After the return of the Scherzo section an Andantino follows,
shifting from its original C major to D flat and then to A flat, dominated by
its returning principal theme. The sonata ends with an Allegro vivace, something
of a scherzo in mood and character, if not in form, and avoiding the prolixity
of some of Schubert's finales. The movement explores, in its course, the wider
harmonic vocabulary that was always apart of his musical language.
Once known as the French Mendelssohn, Camille Saint-Saëns was a
precocious virtuoso pianist as a child and as a composer showed, throughout a
long life, an amazing versatility and technical assurance, as he turned his hand
to a variety of genres. The first of his two violin sonatas, the Sonata in
D minor, Opus 75, written in 1885, came at a time when he was at the height of
his powers, the period of the famous Organ Symphony and of a private jeu
d'esprit that he himself deprecated but that has retained amazing
popularity, The Carnival of the Animals. The sonata has the composer's
usual clarity of texture and sureness of technique and makes considerable
technical demands on the violinist, particularly in its brilliant conclusion.
The first movement opens with a flourish, leading to a more lyrical secondary
theme, in marked contrast with the opening material. This leads into an Adagio
of continued melodic interest, carried forward by the violin, which makes
its occasional additional rhapsodic comment. This is followed by a Scherzo movement,
with a trio section that allows the piano to add its own more rapid figuration
to a sustained violin melody, before the return of the opening section of the
movement. A transitional passage leads to the final Allegro molto, a
study in perpetual motion, in which both instruments have their share.

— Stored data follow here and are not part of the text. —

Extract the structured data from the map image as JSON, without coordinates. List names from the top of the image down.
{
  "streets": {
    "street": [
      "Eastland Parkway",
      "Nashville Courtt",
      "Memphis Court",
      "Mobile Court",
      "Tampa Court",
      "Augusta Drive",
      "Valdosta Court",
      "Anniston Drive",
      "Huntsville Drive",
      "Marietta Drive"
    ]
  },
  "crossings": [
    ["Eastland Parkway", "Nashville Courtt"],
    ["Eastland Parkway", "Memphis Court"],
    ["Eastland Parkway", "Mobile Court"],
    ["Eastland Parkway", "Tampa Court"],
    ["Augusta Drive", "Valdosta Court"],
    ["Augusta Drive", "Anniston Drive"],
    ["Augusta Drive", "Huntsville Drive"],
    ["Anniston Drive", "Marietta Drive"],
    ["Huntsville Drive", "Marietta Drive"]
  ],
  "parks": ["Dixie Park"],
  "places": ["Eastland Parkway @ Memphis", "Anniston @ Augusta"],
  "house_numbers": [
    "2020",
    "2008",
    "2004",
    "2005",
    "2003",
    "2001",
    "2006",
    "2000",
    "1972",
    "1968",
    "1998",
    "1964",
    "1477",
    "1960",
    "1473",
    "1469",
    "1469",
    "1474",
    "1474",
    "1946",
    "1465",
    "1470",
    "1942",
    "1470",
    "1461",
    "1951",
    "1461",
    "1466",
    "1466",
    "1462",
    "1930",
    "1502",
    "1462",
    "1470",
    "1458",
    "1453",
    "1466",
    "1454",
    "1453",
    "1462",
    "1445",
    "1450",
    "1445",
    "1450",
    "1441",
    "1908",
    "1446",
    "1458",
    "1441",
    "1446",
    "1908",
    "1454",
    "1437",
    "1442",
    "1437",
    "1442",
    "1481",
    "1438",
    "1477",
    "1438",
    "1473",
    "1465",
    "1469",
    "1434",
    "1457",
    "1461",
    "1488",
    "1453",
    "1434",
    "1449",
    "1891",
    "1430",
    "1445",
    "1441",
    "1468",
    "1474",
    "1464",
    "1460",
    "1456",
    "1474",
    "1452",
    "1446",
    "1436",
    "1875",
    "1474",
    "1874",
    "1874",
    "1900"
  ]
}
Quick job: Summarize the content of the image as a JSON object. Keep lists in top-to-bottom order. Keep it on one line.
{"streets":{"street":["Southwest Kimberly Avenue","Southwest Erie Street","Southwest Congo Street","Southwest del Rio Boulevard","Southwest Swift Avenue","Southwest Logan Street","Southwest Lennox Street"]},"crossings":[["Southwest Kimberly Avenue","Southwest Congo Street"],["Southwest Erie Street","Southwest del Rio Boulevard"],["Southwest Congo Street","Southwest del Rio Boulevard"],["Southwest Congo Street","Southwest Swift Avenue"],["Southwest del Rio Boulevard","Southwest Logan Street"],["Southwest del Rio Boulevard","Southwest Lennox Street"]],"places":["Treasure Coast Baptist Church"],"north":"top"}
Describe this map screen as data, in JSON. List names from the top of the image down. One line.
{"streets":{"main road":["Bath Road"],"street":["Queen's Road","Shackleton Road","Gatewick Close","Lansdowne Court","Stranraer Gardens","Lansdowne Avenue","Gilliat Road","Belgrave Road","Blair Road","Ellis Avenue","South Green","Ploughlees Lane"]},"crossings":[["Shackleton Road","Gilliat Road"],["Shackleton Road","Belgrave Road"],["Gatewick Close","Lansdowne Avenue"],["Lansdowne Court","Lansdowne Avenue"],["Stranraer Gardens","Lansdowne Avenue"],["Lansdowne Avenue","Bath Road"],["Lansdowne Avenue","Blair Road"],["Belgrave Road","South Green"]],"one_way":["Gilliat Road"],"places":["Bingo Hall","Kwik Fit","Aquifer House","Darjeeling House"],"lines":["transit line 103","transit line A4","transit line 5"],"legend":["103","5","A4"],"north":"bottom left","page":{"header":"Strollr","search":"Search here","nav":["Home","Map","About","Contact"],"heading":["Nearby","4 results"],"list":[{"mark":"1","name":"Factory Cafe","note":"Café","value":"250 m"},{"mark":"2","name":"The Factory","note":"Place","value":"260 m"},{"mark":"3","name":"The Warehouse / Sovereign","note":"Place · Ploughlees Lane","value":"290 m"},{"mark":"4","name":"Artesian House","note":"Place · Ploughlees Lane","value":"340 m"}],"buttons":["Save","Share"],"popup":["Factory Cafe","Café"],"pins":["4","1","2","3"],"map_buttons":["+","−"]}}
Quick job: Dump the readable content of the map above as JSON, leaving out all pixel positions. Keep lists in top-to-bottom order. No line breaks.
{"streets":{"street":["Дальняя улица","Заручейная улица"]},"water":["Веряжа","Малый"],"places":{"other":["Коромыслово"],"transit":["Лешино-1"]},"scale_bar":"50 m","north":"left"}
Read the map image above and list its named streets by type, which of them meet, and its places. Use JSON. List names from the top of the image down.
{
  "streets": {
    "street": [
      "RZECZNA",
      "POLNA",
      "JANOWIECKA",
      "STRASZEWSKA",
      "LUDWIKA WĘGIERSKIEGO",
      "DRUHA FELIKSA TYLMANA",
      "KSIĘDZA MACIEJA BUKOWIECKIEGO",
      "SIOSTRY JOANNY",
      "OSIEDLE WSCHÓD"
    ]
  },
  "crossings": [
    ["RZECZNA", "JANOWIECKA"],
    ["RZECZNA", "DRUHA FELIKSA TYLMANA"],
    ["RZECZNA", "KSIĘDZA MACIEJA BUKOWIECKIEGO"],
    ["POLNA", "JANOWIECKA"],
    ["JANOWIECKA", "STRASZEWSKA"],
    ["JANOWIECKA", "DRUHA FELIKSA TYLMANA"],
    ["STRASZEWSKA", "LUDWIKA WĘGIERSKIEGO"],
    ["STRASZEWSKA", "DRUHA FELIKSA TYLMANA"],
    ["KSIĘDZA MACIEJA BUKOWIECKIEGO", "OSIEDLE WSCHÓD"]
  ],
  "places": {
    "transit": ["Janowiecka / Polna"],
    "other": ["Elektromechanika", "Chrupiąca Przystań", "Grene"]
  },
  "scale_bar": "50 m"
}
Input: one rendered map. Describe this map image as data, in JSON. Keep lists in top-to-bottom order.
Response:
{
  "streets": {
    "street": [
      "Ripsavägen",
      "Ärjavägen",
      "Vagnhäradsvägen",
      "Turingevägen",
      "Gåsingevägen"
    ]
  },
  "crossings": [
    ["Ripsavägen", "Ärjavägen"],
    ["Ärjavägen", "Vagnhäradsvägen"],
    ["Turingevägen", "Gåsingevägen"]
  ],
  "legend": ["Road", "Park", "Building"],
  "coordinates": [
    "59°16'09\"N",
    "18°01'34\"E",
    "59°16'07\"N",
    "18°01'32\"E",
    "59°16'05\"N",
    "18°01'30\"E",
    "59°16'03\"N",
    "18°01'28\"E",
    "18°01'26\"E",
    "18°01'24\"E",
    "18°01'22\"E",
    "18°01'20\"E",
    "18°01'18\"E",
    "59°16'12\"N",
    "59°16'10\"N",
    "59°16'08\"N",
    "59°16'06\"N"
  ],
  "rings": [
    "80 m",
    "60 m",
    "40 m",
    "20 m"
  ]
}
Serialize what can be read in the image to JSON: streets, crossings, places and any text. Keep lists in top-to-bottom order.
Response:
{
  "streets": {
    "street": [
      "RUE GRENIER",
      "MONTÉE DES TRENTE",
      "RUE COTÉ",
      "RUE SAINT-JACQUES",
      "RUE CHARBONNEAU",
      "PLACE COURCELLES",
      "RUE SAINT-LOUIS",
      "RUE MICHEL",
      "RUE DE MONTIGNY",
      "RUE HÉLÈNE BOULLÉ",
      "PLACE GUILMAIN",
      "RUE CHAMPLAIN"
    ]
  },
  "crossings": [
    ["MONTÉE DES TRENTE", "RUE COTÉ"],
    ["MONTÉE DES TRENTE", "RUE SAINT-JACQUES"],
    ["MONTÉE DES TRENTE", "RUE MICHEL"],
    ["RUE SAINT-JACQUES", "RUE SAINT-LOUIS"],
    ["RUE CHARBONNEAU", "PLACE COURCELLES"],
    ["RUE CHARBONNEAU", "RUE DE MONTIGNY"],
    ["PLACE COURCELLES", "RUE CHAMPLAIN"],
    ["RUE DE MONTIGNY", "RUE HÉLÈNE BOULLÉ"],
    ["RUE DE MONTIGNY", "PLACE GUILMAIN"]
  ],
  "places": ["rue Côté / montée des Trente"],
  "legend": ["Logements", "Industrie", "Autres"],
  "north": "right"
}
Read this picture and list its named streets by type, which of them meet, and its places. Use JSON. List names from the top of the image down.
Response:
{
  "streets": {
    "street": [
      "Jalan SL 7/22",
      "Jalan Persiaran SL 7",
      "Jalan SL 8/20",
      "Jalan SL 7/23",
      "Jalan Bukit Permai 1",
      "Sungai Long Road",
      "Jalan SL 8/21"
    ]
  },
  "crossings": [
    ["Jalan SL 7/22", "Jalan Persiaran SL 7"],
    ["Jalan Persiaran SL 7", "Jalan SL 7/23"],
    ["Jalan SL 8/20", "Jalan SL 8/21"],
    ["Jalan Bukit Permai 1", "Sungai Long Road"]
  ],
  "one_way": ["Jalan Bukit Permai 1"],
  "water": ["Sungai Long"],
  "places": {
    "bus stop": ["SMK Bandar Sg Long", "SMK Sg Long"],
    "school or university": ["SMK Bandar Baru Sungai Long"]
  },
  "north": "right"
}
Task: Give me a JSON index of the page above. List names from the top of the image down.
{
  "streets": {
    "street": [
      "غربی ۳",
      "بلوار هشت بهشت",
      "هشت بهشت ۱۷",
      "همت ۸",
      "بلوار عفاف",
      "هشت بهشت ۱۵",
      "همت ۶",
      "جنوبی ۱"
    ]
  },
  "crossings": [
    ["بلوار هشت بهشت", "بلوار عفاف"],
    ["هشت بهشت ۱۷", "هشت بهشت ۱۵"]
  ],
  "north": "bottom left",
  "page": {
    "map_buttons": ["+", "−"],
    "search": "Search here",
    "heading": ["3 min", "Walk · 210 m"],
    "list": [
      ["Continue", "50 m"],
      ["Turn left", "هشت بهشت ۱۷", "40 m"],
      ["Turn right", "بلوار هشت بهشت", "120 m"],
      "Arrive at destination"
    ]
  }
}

In 1850 Robert Schumann took up his first official position as director
of music in the city of Düsseldorf, accompanied there by his wife, the distinguished
pianist Clara Schumann, and his growing family. The first years, at least, were
fruitful, although there was an occasional return of his earlier depressions,
leading finally in 1854 to a suicide attempt and subsequent relative isolation
in an asylum until his death in 1856. In 1851, however, an optimistic and
productive year, he wrote his third symphony, the Rhenish, his third
piano trio, the wonderfully evocative Märchenbilder and his first two
violin sonatas. In these last Schumann makes no attempt to exploit the
technical possibilities of the violin, preferring rather to use the instrument
at its most expressive in music that has much in common with the shorter pieces
of his final years. The Sonata No. 1 in A minor starts with an
expressive first movement, the passionate principal theme played first in the
lower register of the violin. It is from this material that the rest of the
movement develops, with a second subject that shares elements in common. These
themes are further developed in the central section of the movement, ending
with augmentation of the first theme, as the recapitulation is ushered in. The
second movement, like the Märchenbilder, seems to have some narrative
content. The gentle Allegretto starts the tale, answered in a livelier
phrase. The key shifts briefly from F major to F minor before the return of the
opening. The following passage adds further excitement to the story, with an
emphatic ending, leading to the re-appearance of the material with which the
movement had opened. In the third movement the piano starts the rapid and
agitated melody, at once imitated by the violin. There are references to the
first movement in music that preserves its continuing tension to a determined
conclusion.
The Polish-born violinist Samuel Dushkin had been adopted as a child by
the American composer, Blair Fairchild, who had fostered his career. In 1930
the director of the publisher Schott's, Willy Strecker, introduced Dushkin to
Stravinsky and encouraged the latter to turn his attention to the composition
of a violin concerto, to be commissioned by Fairchild. This was completed in
the following year, with technical assistance from Dushkin, who was the soloist
in the first performance in Berlin in October 1931. It was after writing this
work that Stravinsky, his interest now stimulated, turned to the composition of
his Duo Concertant, completed in the summer of 1932. The composer
explains in his autobiography his debt both to Charles Albert Cingria's book Petrarch
and to his own love of the ancient pastoral poets of Greece and Rome. The
completed work, which was first performed in October 1932 in Berlin, formed
part of programmes of recitals throughout Europe now undertaken by Dushkin and
Stravinsky. The theme chosen, first heard in the Cantilène, is developed
through the five movements. This opening movement contrasts a lyrical element
with the rapid figuration that surrounds it. The first Eglogue opens
with a sustained note against piano figuration, followed by characteristically
brusquer fragments from the violin, while busy piano figuration continues,
until the music comes to an abrupt end. The second Eglogue opens
lyrically in a slow tempo, a moment of contemplative repose before the lively
and extended Gigue, with its compulsive syncopations and rhythms, broken
by a variation in the dance before the triple rhythm resumes. The Duo
Concertant closes with a tribute to Dionysus in a Dithyrambe, its
gentle and melancholy melody unwinding in no wild dance but in a spirit more
akin to that of early Greek examples of the literary form.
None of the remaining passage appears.